* **Exercise directions**:
Search the records for the word "Миитовская" and copy every line in which it occurs.

* **Data supplied**:

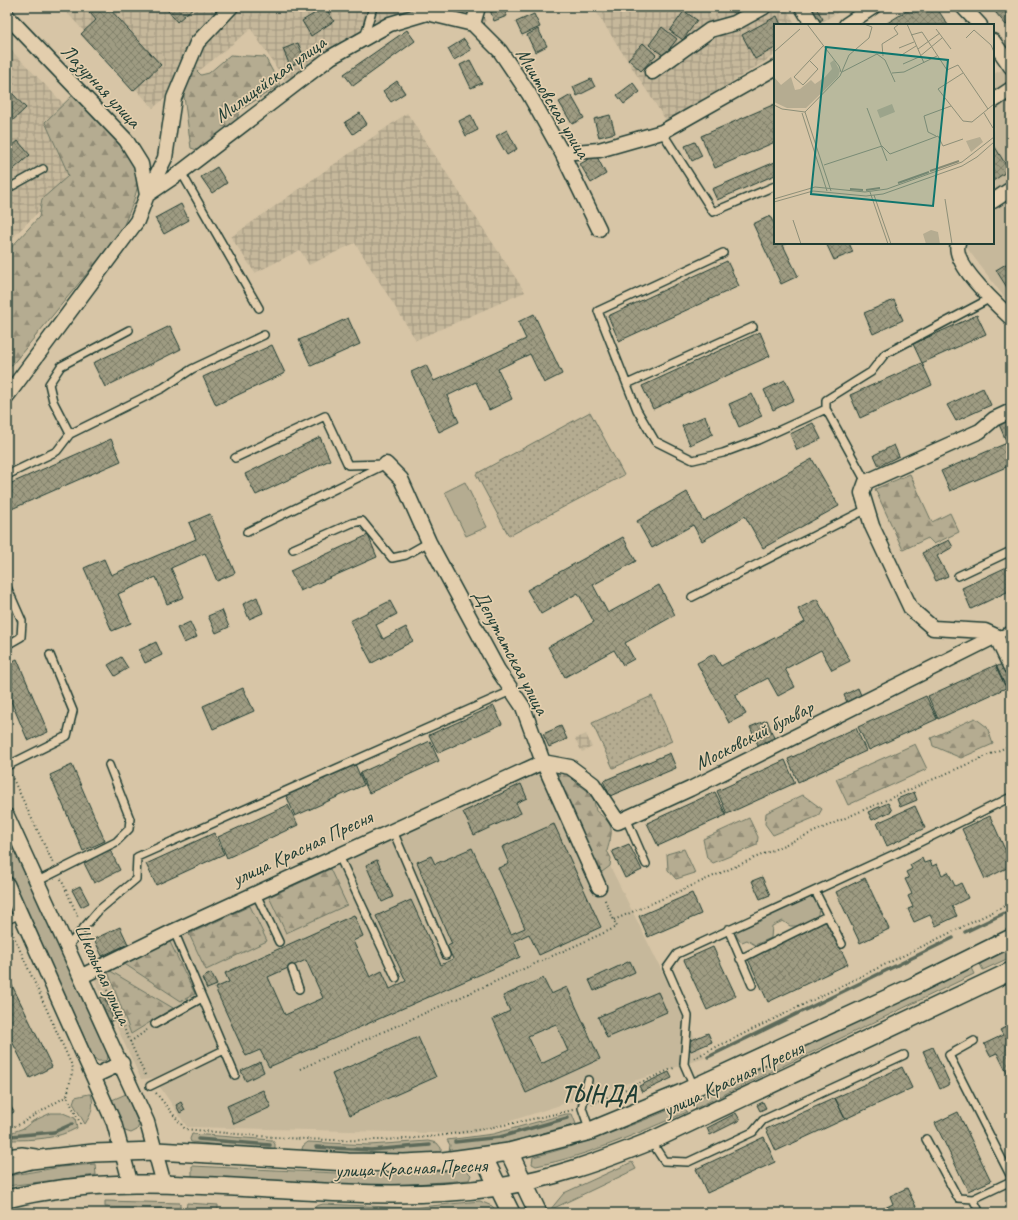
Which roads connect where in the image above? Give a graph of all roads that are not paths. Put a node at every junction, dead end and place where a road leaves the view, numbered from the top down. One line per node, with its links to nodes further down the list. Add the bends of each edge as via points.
1 (231, 7): 27 (street, via 197,43 174,98 165,158)
2 (373, 7): 13 (lane)
3 (478, 7): 9 (street)
4 (764, 7): 17 (street, via 735,24 710,30)
5 (802, 7): 10 (street)
6 (873, 7): 11 (street)
7 (963, 7): 12 (street)
8 (7, 16): 27 (street, Лазурная улица, via 126,140 141,164)
9 (473, 24): 13 (street, Милицейская улица, via 427,13 390,24); 21 (street, Миитовская улица, via 500,51 525,88)
10 (812, 24)
11 (848, 24)
12 (979, 24)
13 (364, 39): 23 (street, Милицейская улица, via 330,57)
14 (994, 43): 15 (street)
15 (1011, 67)
16 (774, 69): 20 (street)
17 (652, 72)
18 (1011, 90): 19 (street)
19 (994, 100)
20 (662, 132): 21 (street, via 599,150); 24 (lane, via 712,212)
21 (562, 153): 29 (street, Миитовская улица)
22 (43, 169): 25 (lane)
23 (181, 172): 27 (street, Милицейская улица); 33 (lane)
24 (774, 186)
25 (7, 189)
26 (1011, 189): 28 (street)
27 (147, 195): 39 (street, via 137,221)
28 (994, 200)
29 (599, 228)
30 (956, 244): 32 (street, via 961,262)
31 (723, 253): 38 (lane, via 598,311)
32 (989, 298): 34 (street); 40 (lane, via 885,354 871,372 826,400)
33 (259, 308)
34 (1011, 318)
35 (753, 327): 38 (lane)
36 (129, 330): 42 (lane, via 61,366 50,384 52,401)
37 (264, 335): 42 (lane, via 192,369 163,388)
38 (627, 384): 40 (lane, via 636,410 655,441 693,460 723,453 758,440)
39 (7, 396)
40 (826, 409): 46 (lane)
41 (1011, 411): 46 (street, via 994,419 980,431)
42 (70, 434): 45 (lane, via 57,451)
43 (235, 458): 44 (lane, via 325,416 348,464)
44 (386, 464): 48 (lane); 49 (street, Депутатская улица, via 401,479)
45 (7, 475)
46 (866, 482): 47 (street, via 862,493)
47 (867, 509): 54 (lane); 56 (street, via 872,526 911,609 933,628 985,631)
48 (246, 532)
49 (429, 542): 50 (lane, via 406,555 392,558 362,521); 60 (street, Депутатская улица)
50 (294, 549)
51 (1011, 551): 52 (lane)
52 (958, 576)
53 (7, 587): 57 (lane, via 22,621 20,637)
54 (692, 597)
55 (1011, 630): 56 (lane)
56 (996, 636): 59 (street); 66 (street, Московский бульвар, via 690,789)
57 (7, 645)
58 (50, 655): 63 (lane, via 73,711 67,736)
59 (1011, 668)
60 (511, 691): 61 (street, Депутатская улица, via 523,707); 84 (lane, via 137,857 136,879 99,910)
61 (543, 762): 66 (street, via 570,767 593,784 618,822); 67 (street, улица Красная Пресня); 72 (street, Депутатская улица)
62 (109, 765): 70 (lane, via 130,819 129,829 116,842)
63 (7, 766)
64 (1011, 797): 73 (lane)
65 (7, 816): 70 (street, Школьная улица)
66 (626, 818): 69 (lane)
67 (393, 830): 68 (street, улица Красная Пресня); 85 (lane)
68 (339, 856): 74 (street, улица Красная Пресня); 90 (lane)
69 (646, 864)
70 (38, 881): 84 (street, Школьная улица)
71 (7, 884): 75 (street)
72 (599, 887)
73 (815, 891): 77 (lane); 79 (lane)
74 (256, 894): 80 (street, улица Красная Пресня); 82 (lane)
75 (11, 900): 76 (street)
76 (21, 914): 78 (lane); 100 (street)
77 (827, 916): 83 (lane); 86 (lane)
78 (7, 921)
79 (728, 929): 86 (lane); 103 (lane, via 677,954 668,968 688,1016 684,1064)
80 (174, 931): 89 (street, улица Красная Пресня); 93 (lane)
81 (1011, 938): 103 (street, улица Красная Пресня)
82 (279, 942)
83 (842, 944)
84 (68, 946): 89 (street, Школьная улица)
85 (446, 955)
86 (740, 959): 91 (lane)
87 (292, 969): 92 (lane)
88 (1011, 971): 106 (street, улица Красная Пресня)
89 (82, 976): 98 (street, Школьная улица)
90 (396, 978)
91 (752, 985)
92 (299, 989)
93 (202, 998): 94 (lane); 96 (lane)
94 (155, 1024)
95 (974, 1041): 114 (lane, via 949,1055)
96 (224, 1050): 99 (lane); 102 (lane)
97 (904, 1055): 106 (lane, via 763,1120 753,1132 688,1162 664,1161)
98 (122, 1064): 100 (street); 107 (street, Школьная улица, via 147,1122)
99 (235, 1075)
100 (94, 1076): 108 (street)
101 (588, 1080): 104 (lane, via 582,1108)
102 (150, 1086)
103 (694, 1088): 104 (street, улица Красная Пресня)
104 (590, 1131): 109 (street, улица Красная Пресня)
105 (926, 1139): 121 (lane, via 958,1198)
106 (651, 1141): 116 (street, улица Красная Пресня, via 600,1161)
107 (156, 1151): 108 (street, улица Красная Пресня); 111 (street, улица Красная Пресня, via 404,1163); 117 (street, Школьная улица)
108 (123, 1152): 112 (street, улица Красная Пресня); 118 (street)
109 (509, 1152): 111 (street, улица Красная Пресня); 116 (street)
110 (7, 1153): 112 (lane, via 22,1151)
111 (484, 1156): 119 (street)
112 (59, 1157): 113 (street, улица Красная Пресня)
113 (7, 1166)
114 (1011, 1176)
115 (1011, 1181): 121 (lane)
116 (523, 1182): 119 (street, улица Красная Пресня); 122 (street)
117 (164, 1184): 118 (street, улица Красная Пресня); 119 (street, улица Красная Пресня, via 389,1194 457,1192)
118 (130, 1185): 120 (street, улица Красная Пресня, via 55,1190)
119 (498, 1187): 123 (street)
120 (7, 1199)
121 (973, 1199): 124 (lane)
122 (535, 1206): 123 (street)
123 (510, 1211)
124 (980, 1213)

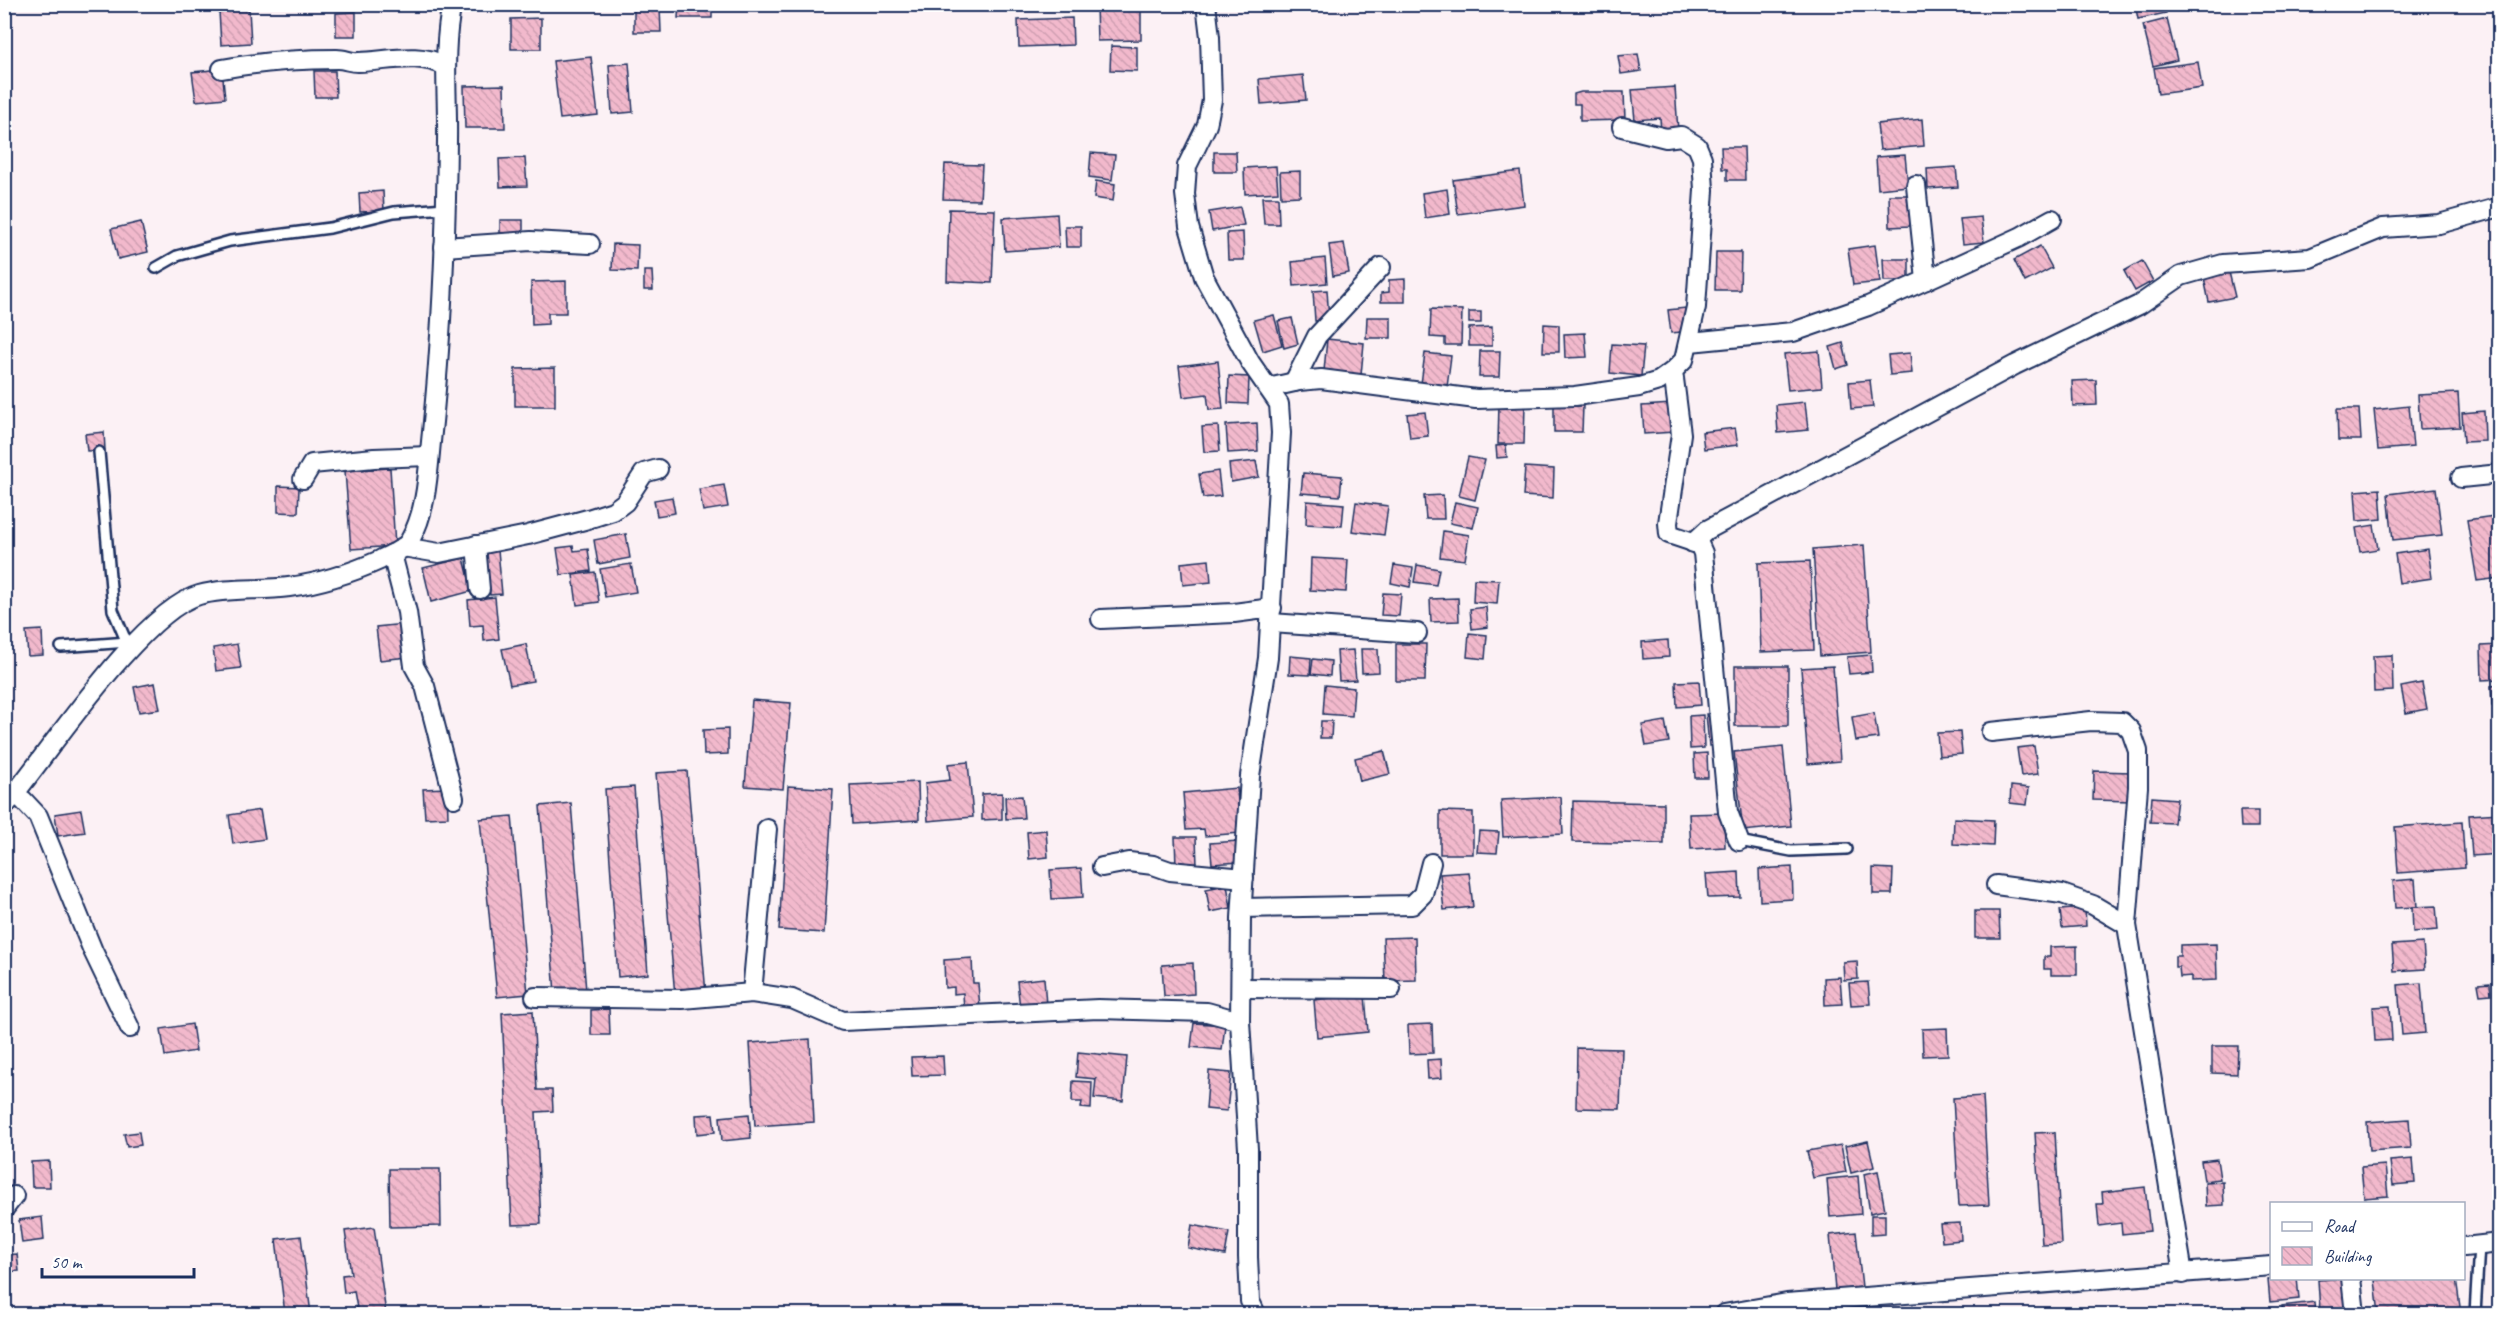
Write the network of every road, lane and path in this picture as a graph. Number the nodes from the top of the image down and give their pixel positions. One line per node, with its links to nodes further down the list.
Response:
1 (452, 4): 3 (street)
2 (1206, 4): 18 (street)
3 (445, 66): 4 (street); 8 (street)
4 (222, 69)
5 (1623, 127): 15 (street)
6 (1916, 185): 14 (street)
7 (2499, 207): 25 (street)
8 (445, 208): 11 (street); 13 (lane)
9 (2052, 219): 14 (street)
10 (590, 244): 11 (street)
11 (444, 247): 20 (street)
12 (1381, 267): 17 (street)
13 (156, 268)
14 (1926, 280): 15 (street)
15 (1690, 342): 16 (street)
16 (1673, 371): 17 (street); 25 (street)
17 (1294, 382): 18 (street)
18 (1268, 388): 29 (street)
19 (99, 452): 32 (lane)
20 (429, 456): 24 (street); 27 (street)
21 (658, 468): 26 (street)
22 (2499, 474): 23 (street)
23 (2461, 478)
24 (303, 479)
25 (1693, 543): 38 (street)
26 (476, 545): 27 (street); 28 (street)
27 (398, 550): 32 (street); 35 (street)
28 (480, 589)
29 (1271, 616): 30 (street); 31 (street); 42 (street)
30 (1101, 619)
31 (1417, 633)
32 (130, 645): 33 (lane); 36 (street)
33 (61, 646)
34 (1991, 732): 45 (street)
35 (454, 798)
36 (9, 801): 51 (street)
37 (767, 829): 48 (street)
38 (1739, 841): 39 (lane)
39 (1847, 849)
40 (1431, 863): 44 (street)
41 (1102, 867): 42 (street)
42 (1244, 878): 44 (street)
43 (1996, 885): 45 (street)
44 (1242, 908): 46 (street)
45 (2127, 925): 55 (street)
46 (1242, 988): 47 (street); 50 (street)
47 (1391, 989)
48 (752, 993): 49 (street); 50 (street)
49 (535, 997)
50 (1240, 1020): 57 (street)
51 (130, 1028)
52 (2499, 1243): 53 (street)
53 (2471, 1246): 60 (lane)
54 (2270, 1266): 55 (street)
55 (2183, 1274): 58 (street)
56 (2351, 1280): 59 (street)
57 (1256, 1314)
58 (1724, 1314)
59 (2355, 1314)
60 (2475, 1314)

* **Expected answer**:
9 (473, 24): 13 (street, Милицейская улица, via 427,13 390,24); 21 (street, Миитовская улица, via 500,51 525,88)
21 (562, 153): 29 (street, Миитовская улица)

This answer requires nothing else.